* _Work item_
Your answer should be only the lines below from the one with "cairo_arc(cr, x + r, y + r, r, M_PI, 1.5" to the one with "double e = blur * i / 6;", repeated exactly, ends included.
[[ Records provided open ]]
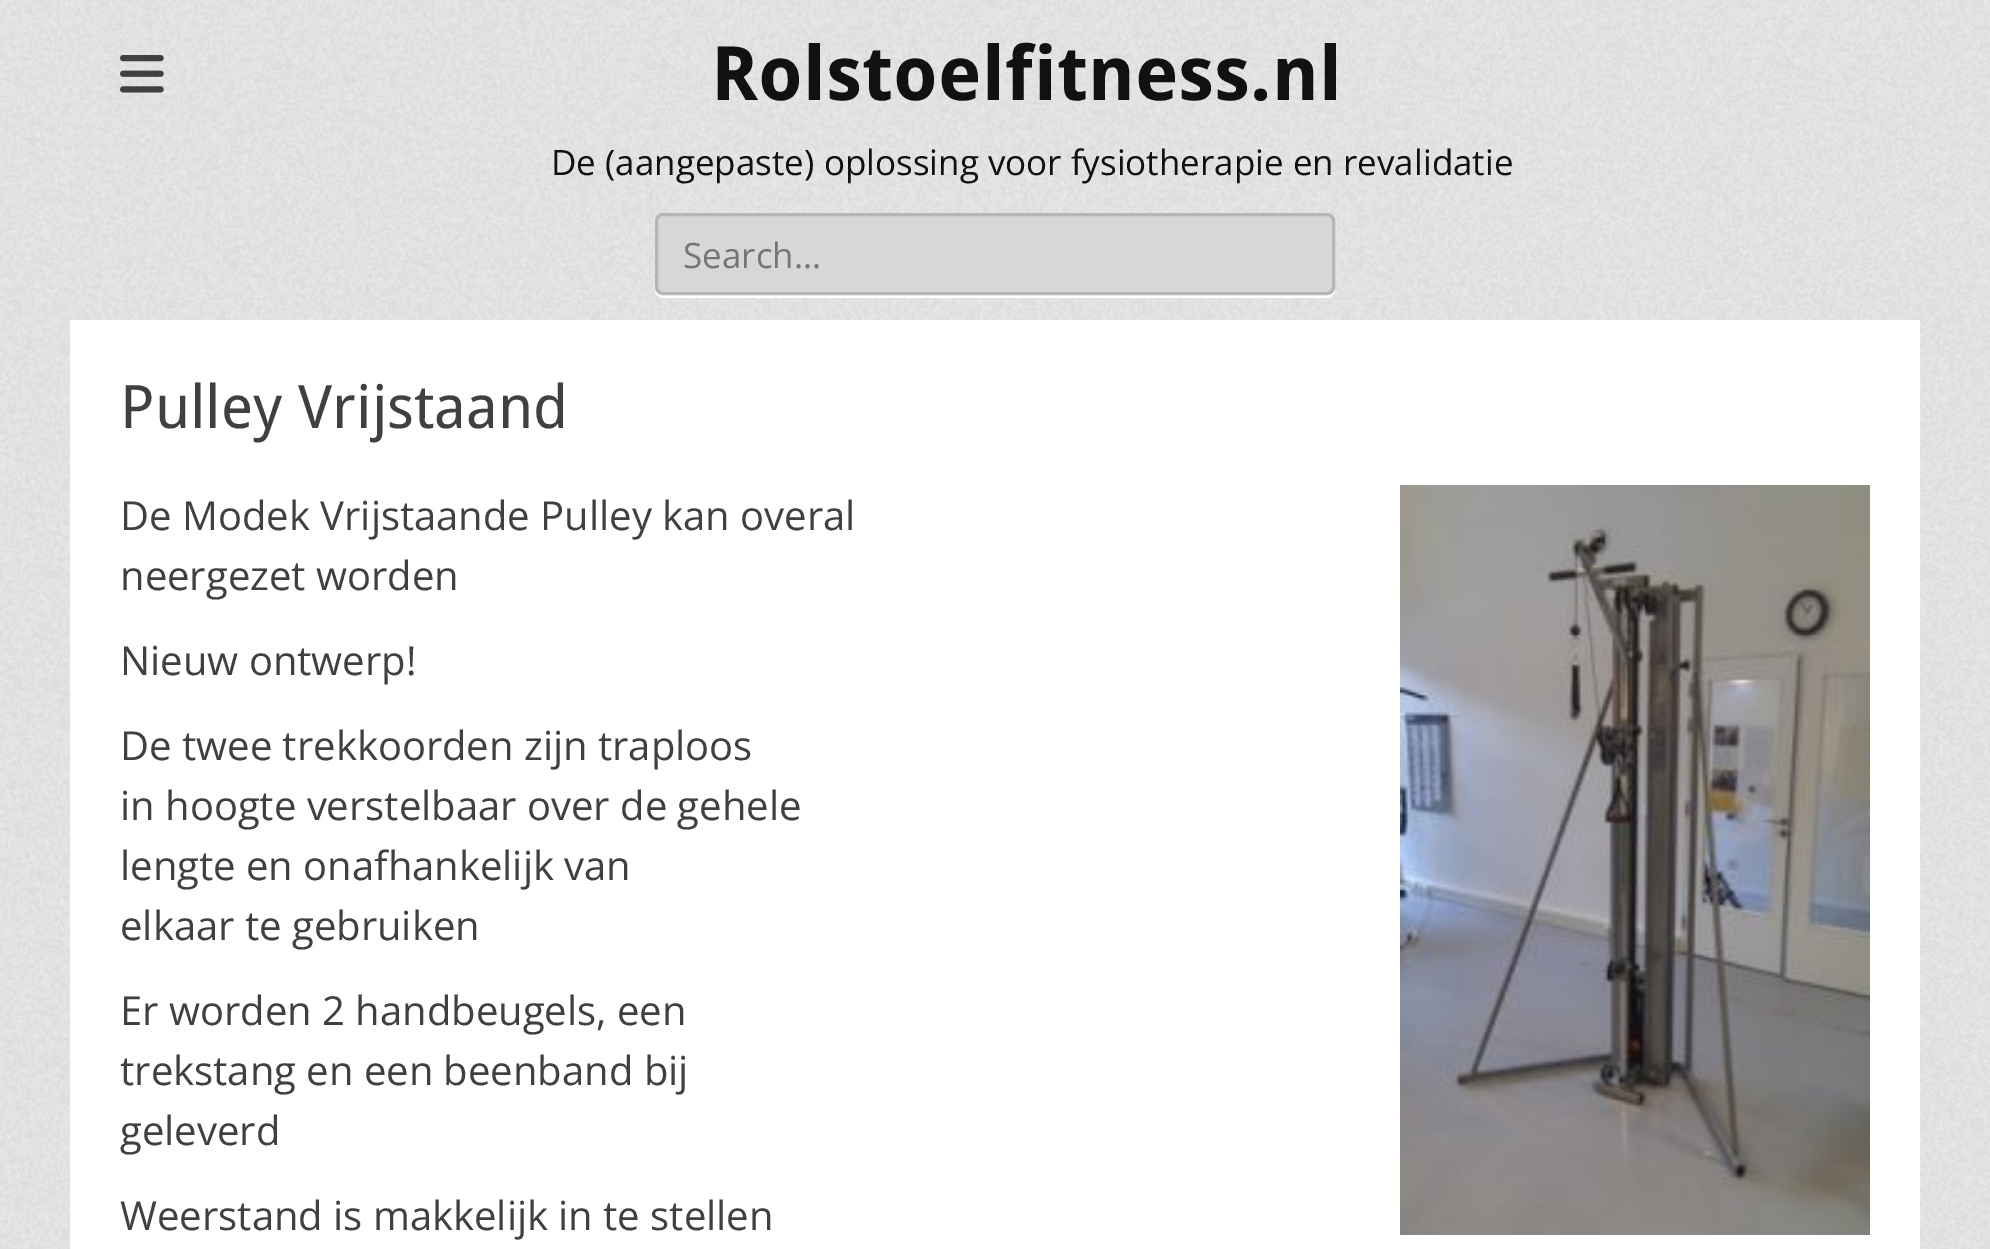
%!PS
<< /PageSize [1990 1249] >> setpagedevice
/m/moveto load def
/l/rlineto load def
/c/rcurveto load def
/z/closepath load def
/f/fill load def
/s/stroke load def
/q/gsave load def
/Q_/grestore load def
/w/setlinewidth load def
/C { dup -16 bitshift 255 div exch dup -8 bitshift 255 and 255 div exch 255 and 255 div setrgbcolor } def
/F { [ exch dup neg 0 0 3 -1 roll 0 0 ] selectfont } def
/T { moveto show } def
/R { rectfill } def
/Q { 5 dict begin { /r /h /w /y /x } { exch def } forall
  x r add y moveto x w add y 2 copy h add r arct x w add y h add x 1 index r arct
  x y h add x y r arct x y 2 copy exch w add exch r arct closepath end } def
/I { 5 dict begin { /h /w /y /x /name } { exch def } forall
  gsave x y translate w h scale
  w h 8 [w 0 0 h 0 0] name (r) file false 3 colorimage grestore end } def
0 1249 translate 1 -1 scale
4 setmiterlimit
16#FFFFFF C
0 0 1990 1249 R
(1.rgb) 0 0 1990 1249 I
(2.rgb) 120 55 44 38 I
/DroidSans-Bold 75 F
16#111111 C
(Rolstoelfitness.nl) 711 100 T
/OpenSans-Regular 35 F
(De \(aangepaste\) oplossing voor fysiotherapie en revalidatie) 551 175 T
16#FFFFFF C
655 288 m 0 2 l 0 4 4 8 8 8 c 664 0 l 4 0 8 -4 8 -8 c 0 -2 l 0 4 -3 7 -7 7 c -666 0 l -4 0 -7 -3 -7 -7 c z f
16#D7D7D7 C
656.5 214.5 677 79 6.5 Q q f Q_
16#B6B6B6 C
3 w
s
16#757575 C
(Search...) 683 268 T
16#FFFFFF C
70 320 1850 929 R
/DroidSans-Regular 60 F
16#404040 C
(Pulley Vrijstaand) 120 428 T
/OpenSans-Regular 40 F
(De Modek Vrijstaande Pulley kan overal) 120 530 T
(3.rgb) 1400 485 470 750 I
(neergezet worden) 120 590 T
(Nieuw ontwerp!) 120 675 T
(De twee trekkoorden zijn traploos) 120 760 T
(in hoogte verstelbaar over de gehele) 120 820 T
(lengte en onafhankelijk van) 120 880 T
(elkaar te gebruiken) 120 940 T
(Er worden 2 handbeugels, een) 120 1025 T
(trekstang en een beenband bij) 120 1085 T
(geleverd) 120 1145 T
(Weerstand is makkelijk in te stellen) 120 1230 T
showpage
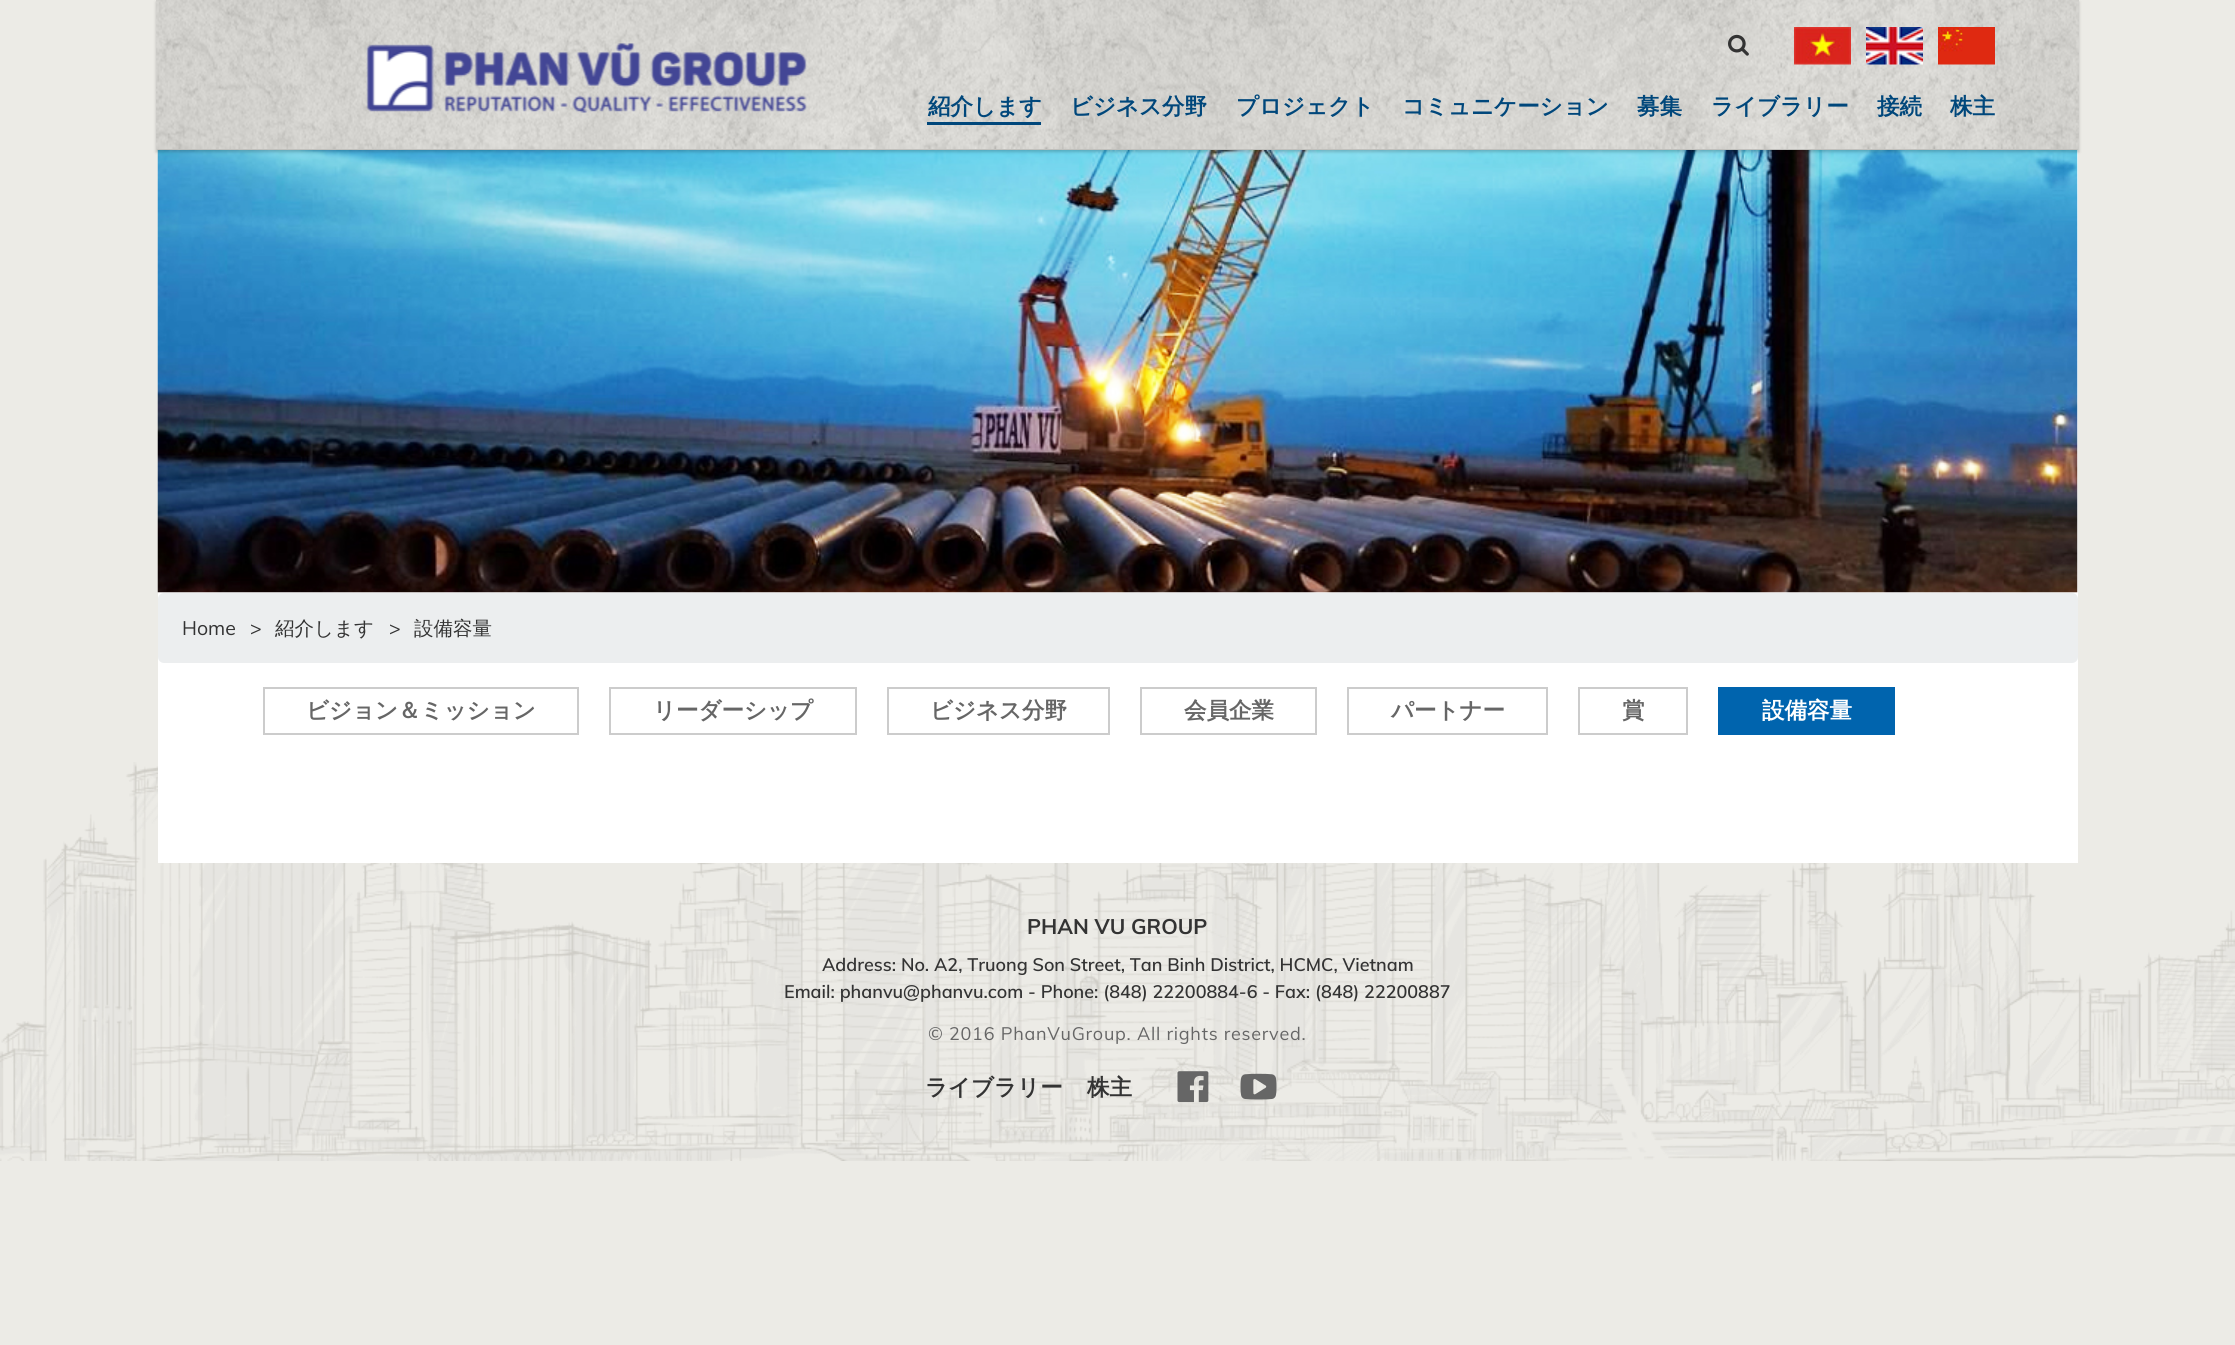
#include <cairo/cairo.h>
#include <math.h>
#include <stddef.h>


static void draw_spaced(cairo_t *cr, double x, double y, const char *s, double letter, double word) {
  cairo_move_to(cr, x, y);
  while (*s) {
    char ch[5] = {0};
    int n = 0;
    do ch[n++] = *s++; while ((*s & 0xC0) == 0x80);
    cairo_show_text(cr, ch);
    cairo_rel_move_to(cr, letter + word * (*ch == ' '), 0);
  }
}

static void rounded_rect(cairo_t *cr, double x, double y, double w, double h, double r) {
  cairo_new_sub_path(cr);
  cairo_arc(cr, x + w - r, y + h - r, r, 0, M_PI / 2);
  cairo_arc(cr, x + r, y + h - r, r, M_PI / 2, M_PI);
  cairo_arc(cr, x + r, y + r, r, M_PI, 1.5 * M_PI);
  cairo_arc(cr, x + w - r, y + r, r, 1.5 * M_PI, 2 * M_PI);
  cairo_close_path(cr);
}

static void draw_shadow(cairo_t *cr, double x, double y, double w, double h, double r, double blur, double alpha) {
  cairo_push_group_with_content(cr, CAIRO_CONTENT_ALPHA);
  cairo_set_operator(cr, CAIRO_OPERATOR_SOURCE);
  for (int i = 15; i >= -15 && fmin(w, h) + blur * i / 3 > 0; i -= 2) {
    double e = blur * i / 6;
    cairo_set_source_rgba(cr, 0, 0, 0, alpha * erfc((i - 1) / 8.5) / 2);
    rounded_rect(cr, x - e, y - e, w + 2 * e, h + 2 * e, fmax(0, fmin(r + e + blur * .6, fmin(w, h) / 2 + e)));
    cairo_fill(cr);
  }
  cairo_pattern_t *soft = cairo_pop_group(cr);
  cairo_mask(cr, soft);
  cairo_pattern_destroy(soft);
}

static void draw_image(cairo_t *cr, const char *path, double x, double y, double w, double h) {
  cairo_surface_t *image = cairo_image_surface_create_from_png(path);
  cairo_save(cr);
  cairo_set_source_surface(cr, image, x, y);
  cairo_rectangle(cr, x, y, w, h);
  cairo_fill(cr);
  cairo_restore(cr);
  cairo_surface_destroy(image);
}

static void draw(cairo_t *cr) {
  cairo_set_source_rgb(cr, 236 / 255.0, 235 / 255.0, 230 / 255.0);
  cairo_paint(cr);
  draw_image(cr, "images/1.png", 0, 762, 2235, 399);
  cairo_set_source_rgb(cr, 1, 1, 1);
  cairo_rectangle(cr, 158, 150, 1920, 713);
  cairo_fill(cr);
  draw_image(cr, "images/8.png", 157, 150, 1921, 443);
  cairo_set_source_rgb(cr, 0, 0, 0);
  draw_shadow(cr, 156, 2, 1923, 150, 0, 1.5, 0.2);
  draw_image(cr, "images/2.png", 156, 0, 1923, 149);
  draw_image(cr, "images/3.png", 366, 43, 441, 70);
  draw_image(cr, "images/4.png", 1728, 34, 21, 22);
  draw_image(cr, "images/5.png", 1794, 27, 57, 38);
  draw_image(cr, "images/6.png", 1866, 27, 57, 38);
  draw_image(cr, "images/7.png", 1938, 27, 57, 38);
  cairo_set_source_rgb(cr, 0, 71 / 255.0, 123 / 255.0);
  cairo_rectangle(cr, 927, 122, 114, 3);
  cairo_fill(cr);
  cairo_set_source_rgb(cr, 236 / 255.0, 238 / 255.0, 239 / 255.0);
  rounded_rect(cr, 158, 593, 1920, 70, 6);
  cairo_fill(cr);
  cairo_rectangle(cr, 264, 688, 314, 46);
  cairo_set_source_rgb(cr, 204 / 255.0, 204 / 255.0, 204 / 255.0);
  cairo_stroke(cr);
  cairo_rectangle(cr, 610, 688, 246, 46);
  cairo_stroke(cr);
  cairo_rectangle(cr, 888, 688, 221, 46);
  cairo_stroke(cr);
  cairo_rectangle(cr, 1141, 688, 175, 46);
  cairo_stroke(cr);
  cairo_rectangle(cr, 1348, 688, 199, 46);
  cairo_stroke(cr);
  cairo_rectangle(cr, 1579, 688, 108, 46);
  cairo_stroke(cr);
  cairo_set_source_rgb(cr, 0, 100 / 255.0, 174 / 255.0);
  cairo_rectangle(cr, 1718, 687, 177, 48);
  cairo_fill(cr);
  draw_image(cr, "images/9.png", 1177, 1071, 32, 32);
  draw_image(cr, "images/10.png", 1240, 1073, 37, 27);
  cairo_select_font_face(cr, "WenQuanYi Zen Hei", CAIRO_FONT_SLANT_NORMAL, CAIRO_FONT_WEIGHT_BOLD);
  cairo_set_font_size(cr, 22.5);
  cairo_set_source_rgb(cr, 0, 71 / 255.0, 123 / 255.0);
  cairo_move_to(cr, 928, 114);
  cairo_show_text(cr, "紹介します");
  cairo_move_to(cr, 1070, 114);
  cairo_show_text(cr, "ビジネス分野");
  cairo_move_to(cr, 1236, 114);
  cairo_show_text(cr, "プロジェクト");
  cairo_move_to(cr, 1402, 114);
  cairo_show_text(cr, "コミュニケーション");
  cairo_move_to(cr, 1637, 114);
  cairo_show_text(cr, "募集");
  cairo_move_to(cr, 1711, 114);
  cairo_show_text(cr, "ライブラリー");
  cairo_move_to(cr, 1877, 114);
  cairo_show_text(cr, "接続");
  cairo_move_to(cr, 1950, 114);
  cairo_show_text(cr, "株主");
  cairo_select_font_face(cr, "Muli", CAIRO_FONT_SLANT_NORMAL, CAIRO_FONT_WEIGHT_NORMAL);
  cairo_set_font_size(cr, 19.5);
  cairo_set_source_rgb(cr, 51 / 255.0, 51 / 255.0, 51 / 255.0);
  cairo_move_to(cr, 182, 635);
  cairo_show_text(cr, "Home");
  cairo_move_to(cr, 250, 635);
  cairo_show_text(cr, ">");
  cairo_select_font_face(cr, "WenQuanYi Zen Hei Medium", CAIRO_FONT_SLANT_NORMAL, CAIRO_FONT_WEIGHT_NORMAL);
  cairo_move_to(cr, 275, 635);
  cairo_show_text(cr, "紹介します");
  cairo_select_font_face(cr, "Muli", CAIRO_FONT_SLANT_NORMAL, CAIRO_FONT_WEIGHT_NORMAL);
  cairo_move_to(cr, 389, 635);
  cairo_show_text(cr, ">");
  cairo_select_font_face(cr, "WenQuanYi Zen Hei Medium", CAIRO_FONT_SLANT_NORMAL, CAIRO_FONT_WEIGHT_NORMAL);
  cairo_move_to(cr, 414, 635);
  cairo_show_text(cr, "設備容量");
  cairo_select_font_face(cr, "WenQuanYi Zen Hei", CAIRO_FONT_SLANT_NORMAL, CAIRO_FONT_WEIGHT_BOLD);
  cairo_set_font_size(cr, 22.5);
  cairo_set_source_rgb(cr, 102 / 255.0, 102 / 255.0, 102 / 255.0);
  cairo_move_to(cr, 306, 718);
  cairo_show_text(cr, "ビジョン＆ミッション");
  cairo_move_to(cr, 653, 718);
  cairo_show_text(cr, "リーダーシップ");
  cairo_move_to(cr, 930, 718);
  cairo_show_text(cr, "ビジネス分野");
  cairo_move_to(cr, 1184, 718);
  cairo_show_text(cr, "会員企業");
  cairo_move_to(cr, 1391, 718);
  cairo_show_text(cr, "パートナー");
  cairo_move_to(cr, 1622, 718);
  cairo_show_text(cr, "賞");
  cairo_set_source_rgb(cr, 1, 1, 1);
  cairo_move_to(cr, 1762, 718);
  cairo_show_text(cr, "設備容量");
  cairo_select_font_face(cr, "Muli", CAIRO_FONT_SLANT_NORMAL, CAIRO_FONT_WEIGHT_BOLD);
  cairo_set_font_size(cr, 21);
  cairo_set_source_rgb(cr, 51 / 255.0, 51 / 255.0, 51 / 255.0);
  cairo_move_to(cr, 1027, 934);
  cairo_show_text(cr, "PHAN VU GROUP");
  cairo_select_font_face(cr, "Muli SemiBold", CAIRO_FONT_SLANT_NORMAL, CAIRO_FONT_WEIGHT_NORMAL);
  cairo_set_font_size(cr, 18);
  cairo_move_to(cr, 822, 971);
  cairo_show_text(cr, "Address: No. A2, Truong Son Street, Tan Binh District, HCMC, Vietnam");
  cairo_move_to(cr, 784, 998);
  cairo_show_text(cr, "Email: phanvu@phanvu.com - Phone: (848) 22200884-6 - Fax: (848) 22200887");
  cairo_select_font_face(cr, "Muli", CAIRO_FONT_SLANT_NORMAL, CAIRO_FONT_WEIGHT_NORMAL);
  cairo_set_source_rgb(cr, 102 / 255.0, 102 / 255.0, 102 / 255.0);
  draw_spaced(cr, 928, 1040, "© 2016 PhanVuGroup. All rights reserved.", 0.75, 0);
  cairo_select_font_face(cr, "WenQuanYi Zen Hei", CAIRO_FONT_SLANT_NORMAL, CAIRO_FONT_WEIGHT_BOLD);
  cairo_set_font_size(cr, 22.5);
  cairo_set_source_rgb(cr, 51 / 255.0, 51 / 255.0, 51 / 255.0);
  cairo_move_to(cr, 925, 1095);
  cairo_show_text(cr, "ライブラリー");
  cairo_move_to(cr, 1087, 1095);
  cairo_show_text(cr, "株主");
}

int main(void) {
  cairo_surface_t *surface = cairo_image_surface_create(CAIRO_FORMAT_RGB24, 2235, 1345);
  cairo_t *cr = cairo_create(surface);
  cairo_font_options_t *options = cairo_font_options_create();
  cairo_font_options_set_hint_metrics(options, CAIRO_HINT_METRICS_OFF);
  cairo_font_options_set_hint_style(options, CAIRO_HINT_STYLE_NONE);
  cairo_set_font_options(cr, options);
  cairo_set_miter_limit(cr, 4);
  draw(cr);
  cairo_surface_write_to_png(surface, "out.png");
  cairo_font_options_destroy(options);
  cairo_destroy(cr);
  cairo_surface_destroy(surface);
  return 0;
}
[[ Records provided closed ]]
* _Task output_
  cairo_arc(cr, x + r, y + r, r, M_PI, 1.5 * M_PI);
  cairo_arc(cr, x + w - r, y + r, r, 1.5 * M_PI, 2 * M_PI);
  cairo_close_path(cr);
}

static void draw_shadow(cairo_t *cr, double x, double y, double w, double h, double r, double blur, double alpha) {
  cairo_push_group_with_content(cr, CAIRO_CONTENT_ALPHA);
  cairo_set_operator(cr, CAIRO_OPERATOR_SOURCE);
  for (int i = 15; i >= -15 && fmin(w, h) + blur * i / 3 > 0; i -= 2) {
    double e = blur * i / 6;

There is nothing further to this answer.